離島ビール工房とNFTコミュニティによる地域活性化
鹿児島県薩摩川内市の離島、甑島(こしきしま)ではデジタル証明書を活用してクラフトビール工房建設への協力を募り、観光客の誘致と雇用拡大を実現しようというプロジェクトが進んでいる。ビール製造以前のビール工房の建設から、ビール製造開始後の顧客・取り引き先の開拓などに至るまで、NFTをフル活用するのが特徴だ。 プロジェクトを立ち上げたラフティングキューブ代表の松田裕之氏は「工房を作る前から仲間を集め、そのプロセス込みでみんなが楽しみ、クラフトビールができあがったらそれを飲んでまた楽しむ、そんな支援の輪を広げたい。そのために『離島のオーナーになろう』と呼びかけている」と説明した。 具体的には、ビール工房の建材集めから開始。建材を屋根、窓、柱、ドア、基礎など16種類に分けて、それぞれの建材の所有証明をNFT化。NFT購入者はその瞬間から応援者としてプロジェクトの一員となる。
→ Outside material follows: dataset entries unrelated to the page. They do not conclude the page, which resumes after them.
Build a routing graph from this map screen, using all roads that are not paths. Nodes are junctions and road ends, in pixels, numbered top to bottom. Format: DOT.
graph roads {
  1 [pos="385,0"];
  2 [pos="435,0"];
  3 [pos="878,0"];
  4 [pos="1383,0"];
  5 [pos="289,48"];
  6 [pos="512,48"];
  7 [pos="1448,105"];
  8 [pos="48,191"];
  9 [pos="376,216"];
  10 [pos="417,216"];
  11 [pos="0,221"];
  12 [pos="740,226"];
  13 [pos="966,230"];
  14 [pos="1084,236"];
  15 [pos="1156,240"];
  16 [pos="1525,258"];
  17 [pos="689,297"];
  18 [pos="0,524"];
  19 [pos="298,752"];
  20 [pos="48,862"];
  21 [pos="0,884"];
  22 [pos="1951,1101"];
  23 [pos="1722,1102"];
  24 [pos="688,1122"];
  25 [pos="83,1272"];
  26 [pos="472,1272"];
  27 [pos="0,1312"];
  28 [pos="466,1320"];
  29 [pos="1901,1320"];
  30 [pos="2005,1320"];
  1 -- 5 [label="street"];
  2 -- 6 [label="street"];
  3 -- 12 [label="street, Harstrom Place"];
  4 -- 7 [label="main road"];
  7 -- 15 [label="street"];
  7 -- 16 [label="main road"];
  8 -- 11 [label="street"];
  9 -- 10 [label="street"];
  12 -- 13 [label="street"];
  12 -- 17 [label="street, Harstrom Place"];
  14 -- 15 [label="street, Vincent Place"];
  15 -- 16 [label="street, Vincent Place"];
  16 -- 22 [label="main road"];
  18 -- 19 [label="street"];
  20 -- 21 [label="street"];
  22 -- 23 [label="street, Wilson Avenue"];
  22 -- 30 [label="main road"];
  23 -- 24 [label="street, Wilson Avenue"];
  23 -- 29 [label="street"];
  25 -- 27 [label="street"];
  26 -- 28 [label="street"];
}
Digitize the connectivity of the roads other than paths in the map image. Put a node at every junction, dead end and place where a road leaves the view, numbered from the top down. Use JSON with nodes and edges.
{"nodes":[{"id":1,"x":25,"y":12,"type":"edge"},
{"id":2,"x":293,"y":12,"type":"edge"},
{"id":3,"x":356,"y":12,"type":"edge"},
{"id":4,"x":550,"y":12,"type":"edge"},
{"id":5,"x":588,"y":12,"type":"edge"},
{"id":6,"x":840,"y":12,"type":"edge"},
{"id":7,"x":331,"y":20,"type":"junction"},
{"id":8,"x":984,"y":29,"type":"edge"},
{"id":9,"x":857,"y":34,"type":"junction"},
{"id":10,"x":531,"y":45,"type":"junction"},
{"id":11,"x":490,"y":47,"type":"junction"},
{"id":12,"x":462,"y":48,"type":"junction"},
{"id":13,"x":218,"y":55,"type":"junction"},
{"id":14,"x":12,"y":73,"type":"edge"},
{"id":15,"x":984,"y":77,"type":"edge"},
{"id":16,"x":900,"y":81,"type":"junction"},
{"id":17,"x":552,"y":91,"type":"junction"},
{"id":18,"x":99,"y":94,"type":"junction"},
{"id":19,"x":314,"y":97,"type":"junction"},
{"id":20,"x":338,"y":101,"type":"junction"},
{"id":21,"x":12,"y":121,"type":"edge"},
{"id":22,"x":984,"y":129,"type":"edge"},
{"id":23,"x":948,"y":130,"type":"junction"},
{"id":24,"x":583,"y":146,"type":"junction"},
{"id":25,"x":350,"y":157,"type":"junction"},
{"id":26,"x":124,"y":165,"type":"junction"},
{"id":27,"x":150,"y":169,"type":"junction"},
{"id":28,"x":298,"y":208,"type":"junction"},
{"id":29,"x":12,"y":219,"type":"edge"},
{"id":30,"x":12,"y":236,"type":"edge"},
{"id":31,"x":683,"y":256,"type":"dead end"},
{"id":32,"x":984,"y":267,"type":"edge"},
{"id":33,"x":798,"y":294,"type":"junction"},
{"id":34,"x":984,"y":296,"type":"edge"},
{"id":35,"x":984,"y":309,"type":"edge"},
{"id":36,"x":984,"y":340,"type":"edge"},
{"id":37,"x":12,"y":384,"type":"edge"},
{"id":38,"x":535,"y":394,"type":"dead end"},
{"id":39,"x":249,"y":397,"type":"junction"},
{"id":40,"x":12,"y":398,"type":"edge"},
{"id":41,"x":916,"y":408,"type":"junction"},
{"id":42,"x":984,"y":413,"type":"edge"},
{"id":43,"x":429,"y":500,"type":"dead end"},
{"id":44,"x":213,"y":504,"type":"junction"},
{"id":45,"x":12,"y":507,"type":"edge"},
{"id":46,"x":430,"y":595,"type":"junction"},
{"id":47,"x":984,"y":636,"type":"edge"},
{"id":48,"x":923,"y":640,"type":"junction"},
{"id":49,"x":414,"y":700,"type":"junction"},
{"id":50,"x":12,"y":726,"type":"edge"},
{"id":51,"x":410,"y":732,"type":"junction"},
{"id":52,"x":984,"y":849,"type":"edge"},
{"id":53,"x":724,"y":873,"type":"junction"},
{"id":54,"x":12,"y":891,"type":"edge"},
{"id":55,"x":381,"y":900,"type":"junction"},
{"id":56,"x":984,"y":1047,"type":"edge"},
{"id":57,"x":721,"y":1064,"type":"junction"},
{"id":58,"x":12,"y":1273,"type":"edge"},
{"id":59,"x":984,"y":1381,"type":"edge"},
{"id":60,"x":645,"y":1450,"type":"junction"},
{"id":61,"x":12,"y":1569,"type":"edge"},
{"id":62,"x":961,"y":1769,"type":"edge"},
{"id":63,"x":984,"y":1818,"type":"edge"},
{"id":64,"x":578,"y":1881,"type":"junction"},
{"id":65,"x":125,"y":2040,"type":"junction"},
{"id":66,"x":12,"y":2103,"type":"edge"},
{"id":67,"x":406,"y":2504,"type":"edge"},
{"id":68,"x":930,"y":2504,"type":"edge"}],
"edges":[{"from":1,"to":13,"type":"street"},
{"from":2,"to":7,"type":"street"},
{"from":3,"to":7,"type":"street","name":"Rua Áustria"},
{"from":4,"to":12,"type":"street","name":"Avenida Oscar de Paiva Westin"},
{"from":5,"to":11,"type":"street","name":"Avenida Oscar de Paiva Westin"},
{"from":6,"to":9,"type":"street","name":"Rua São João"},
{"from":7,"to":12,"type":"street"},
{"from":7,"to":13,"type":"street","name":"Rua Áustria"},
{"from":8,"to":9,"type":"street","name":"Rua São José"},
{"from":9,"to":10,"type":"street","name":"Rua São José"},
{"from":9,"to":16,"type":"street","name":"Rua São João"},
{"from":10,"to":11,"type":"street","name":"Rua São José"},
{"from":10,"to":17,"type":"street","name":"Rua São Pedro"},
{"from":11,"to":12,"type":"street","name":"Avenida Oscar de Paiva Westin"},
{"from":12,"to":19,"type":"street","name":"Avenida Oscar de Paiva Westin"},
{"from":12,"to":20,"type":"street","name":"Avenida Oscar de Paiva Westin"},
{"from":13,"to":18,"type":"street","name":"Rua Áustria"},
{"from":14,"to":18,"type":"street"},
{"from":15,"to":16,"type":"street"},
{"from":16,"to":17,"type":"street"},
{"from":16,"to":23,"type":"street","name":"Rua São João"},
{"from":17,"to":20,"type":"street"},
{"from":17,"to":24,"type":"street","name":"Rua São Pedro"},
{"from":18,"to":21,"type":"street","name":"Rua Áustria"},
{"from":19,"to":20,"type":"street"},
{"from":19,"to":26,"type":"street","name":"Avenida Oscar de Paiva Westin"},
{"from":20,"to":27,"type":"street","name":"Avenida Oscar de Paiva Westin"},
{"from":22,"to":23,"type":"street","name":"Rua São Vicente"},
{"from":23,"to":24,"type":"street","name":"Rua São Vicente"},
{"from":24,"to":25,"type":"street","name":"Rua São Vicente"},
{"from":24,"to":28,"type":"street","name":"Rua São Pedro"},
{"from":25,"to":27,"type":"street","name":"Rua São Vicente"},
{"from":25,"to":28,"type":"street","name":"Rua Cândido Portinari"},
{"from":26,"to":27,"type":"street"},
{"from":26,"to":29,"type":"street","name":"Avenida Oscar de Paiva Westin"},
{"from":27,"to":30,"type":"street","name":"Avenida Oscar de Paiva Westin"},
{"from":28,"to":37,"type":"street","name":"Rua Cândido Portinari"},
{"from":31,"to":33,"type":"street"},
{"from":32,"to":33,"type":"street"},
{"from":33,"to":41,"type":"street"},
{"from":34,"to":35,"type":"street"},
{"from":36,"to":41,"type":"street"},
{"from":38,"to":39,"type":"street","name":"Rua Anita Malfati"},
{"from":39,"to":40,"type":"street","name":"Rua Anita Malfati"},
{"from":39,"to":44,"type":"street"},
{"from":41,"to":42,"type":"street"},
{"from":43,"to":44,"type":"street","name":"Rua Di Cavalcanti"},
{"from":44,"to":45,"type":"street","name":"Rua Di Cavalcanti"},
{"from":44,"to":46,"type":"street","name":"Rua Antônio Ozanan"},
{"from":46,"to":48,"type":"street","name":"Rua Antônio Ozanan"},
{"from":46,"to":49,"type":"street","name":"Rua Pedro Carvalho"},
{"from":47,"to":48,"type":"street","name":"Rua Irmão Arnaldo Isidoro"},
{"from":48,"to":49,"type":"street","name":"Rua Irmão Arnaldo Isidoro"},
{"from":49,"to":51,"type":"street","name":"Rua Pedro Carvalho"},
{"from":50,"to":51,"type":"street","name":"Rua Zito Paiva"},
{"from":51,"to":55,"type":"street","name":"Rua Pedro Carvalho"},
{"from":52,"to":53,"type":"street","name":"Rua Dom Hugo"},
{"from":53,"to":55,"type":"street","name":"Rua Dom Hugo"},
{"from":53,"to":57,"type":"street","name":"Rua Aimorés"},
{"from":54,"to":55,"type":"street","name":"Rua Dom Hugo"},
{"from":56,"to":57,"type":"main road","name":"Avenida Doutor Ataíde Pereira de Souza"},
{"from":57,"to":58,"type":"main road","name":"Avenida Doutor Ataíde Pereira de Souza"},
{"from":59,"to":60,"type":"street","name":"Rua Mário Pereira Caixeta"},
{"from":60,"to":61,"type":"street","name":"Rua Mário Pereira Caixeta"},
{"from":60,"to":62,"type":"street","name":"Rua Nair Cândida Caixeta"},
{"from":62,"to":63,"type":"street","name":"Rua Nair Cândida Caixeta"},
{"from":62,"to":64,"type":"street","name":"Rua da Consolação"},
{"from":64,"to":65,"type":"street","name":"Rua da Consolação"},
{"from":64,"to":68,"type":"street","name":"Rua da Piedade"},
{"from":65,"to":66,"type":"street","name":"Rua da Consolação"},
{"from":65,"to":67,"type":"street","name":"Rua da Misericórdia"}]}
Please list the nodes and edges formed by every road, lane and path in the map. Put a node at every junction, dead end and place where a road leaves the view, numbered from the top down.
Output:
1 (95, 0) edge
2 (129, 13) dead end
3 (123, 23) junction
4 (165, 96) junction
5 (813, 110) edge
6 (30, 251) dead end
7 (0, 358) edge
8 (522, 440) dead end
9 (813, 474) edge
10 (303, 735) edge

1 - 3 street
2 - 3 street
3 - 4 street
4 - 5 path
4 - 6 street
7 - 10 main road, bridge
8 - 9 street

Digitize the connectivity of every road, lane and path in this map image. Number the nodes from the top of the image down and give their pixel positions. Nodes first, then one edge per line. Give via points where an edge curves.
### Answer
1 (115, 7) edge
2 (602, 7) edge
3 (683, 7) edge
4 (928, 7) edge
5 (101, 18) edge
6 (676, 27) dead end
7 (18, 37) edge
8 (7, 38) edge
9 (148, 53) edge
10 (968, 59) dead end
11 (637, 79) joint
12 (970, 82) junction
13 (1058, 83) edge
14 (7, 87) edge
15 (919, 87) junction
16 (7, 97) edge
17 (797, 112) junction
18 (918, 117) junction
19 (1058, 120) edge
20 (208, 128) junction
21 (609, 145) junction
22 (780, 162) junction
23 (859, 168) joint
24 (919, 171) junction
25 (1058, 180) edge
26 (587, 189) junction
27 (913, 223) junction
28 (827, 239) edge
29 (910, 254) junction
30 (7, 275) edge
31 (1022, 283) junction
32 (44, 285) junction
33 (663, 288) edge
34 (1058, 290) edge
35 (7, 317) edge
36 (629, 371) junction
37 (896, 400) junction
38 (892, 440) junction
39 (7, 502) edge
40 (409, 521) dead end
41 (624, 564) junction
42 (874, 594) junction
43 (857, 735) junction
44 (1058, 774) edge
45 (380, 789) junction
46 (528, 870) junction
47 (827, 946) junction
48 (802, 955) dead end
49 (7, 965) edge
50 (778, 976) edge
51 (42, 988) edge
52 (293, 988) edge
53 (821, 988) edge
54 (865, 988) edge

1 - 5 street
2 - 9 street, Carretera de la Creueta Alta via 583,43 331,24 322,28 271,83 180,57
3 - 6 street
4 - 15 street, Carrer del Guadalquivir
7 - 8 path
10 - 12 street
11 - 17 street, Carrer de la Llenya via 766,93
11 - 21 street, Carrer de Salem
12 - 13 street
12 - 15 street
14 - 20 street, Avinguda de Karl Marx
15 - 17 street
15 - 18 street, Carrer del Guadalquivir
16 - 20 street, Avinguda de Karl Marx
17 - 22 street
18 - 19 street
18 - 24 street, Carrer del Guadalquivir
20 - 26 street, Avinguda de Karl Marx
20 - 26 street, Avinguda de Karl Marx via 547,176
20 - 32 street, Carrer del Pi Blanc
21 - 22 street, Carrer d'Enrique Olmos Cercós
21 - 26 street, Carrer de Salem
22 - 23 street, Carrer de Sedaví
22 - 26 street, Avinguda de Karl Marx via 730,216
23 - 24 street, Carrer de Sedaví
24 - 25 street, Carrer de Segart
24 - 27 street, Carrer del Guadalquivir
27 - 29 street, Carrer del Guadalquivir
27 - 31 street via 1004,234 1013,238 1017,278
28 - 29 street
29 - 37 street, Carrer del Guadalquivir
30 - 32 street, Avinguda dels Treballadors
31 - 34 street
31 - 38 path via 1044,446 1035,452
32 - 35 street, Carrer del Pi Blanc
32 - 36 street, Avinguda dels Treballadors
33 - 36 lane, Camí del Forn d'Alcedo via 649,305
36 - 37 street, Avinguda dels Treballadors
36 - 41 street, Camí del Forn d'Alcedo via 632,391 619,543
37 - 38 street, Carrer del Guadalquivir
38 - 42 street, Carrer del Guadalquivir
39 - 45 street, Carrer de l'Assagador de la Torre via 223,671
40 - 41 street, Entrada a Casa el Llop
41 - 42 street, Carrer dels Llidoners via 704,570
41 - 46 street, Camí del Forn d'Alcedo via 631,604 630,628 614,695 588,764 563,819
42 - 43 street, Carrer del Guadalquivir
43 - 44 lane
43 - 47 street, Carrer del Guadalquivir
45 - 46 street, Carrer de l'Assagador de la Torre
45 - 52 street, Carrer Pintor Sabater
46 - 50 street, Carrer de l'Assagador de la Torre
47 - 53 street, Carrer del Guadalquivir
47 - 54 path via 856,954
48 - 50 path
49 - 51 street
工房建設のためのNFT発売から3カ月足らずの1月時点で、すでに基礎などの建材オーナーは221名におよび、離島ビールのコミュニティができている。これらオーナーの中にはデザインやマーケティング、建築などの専門家もいることから、「今後のビール工房の完成に向けた取り組みや、ビール製造開始後の宣伝や販売促進等にコミュニティメンバーが仕事としてかかわり、コミュニティ内でお金が回りプロジェクトの経済圏を構成することも期待できる」(松田氏)。ビール工房の完成は4月を目指している。 松田氏は、「クラフトビールの工房作りの段階からかかわった仲間たちは、当事者意識を持って強固な応援コミュニティを構成してくれることが期待でき、工房の完成とビール発売以降も甑島を訪れ、観光誘致の原動力にもなってくれるはず。日本には離島を含む1万4000以上の島が存在し、それぞれが魅力を持っている。甑島の事例が個性的なツーリズムの可能性を切り拓くきかっけとなれるように取り組んでいきたい」と抱負を語った。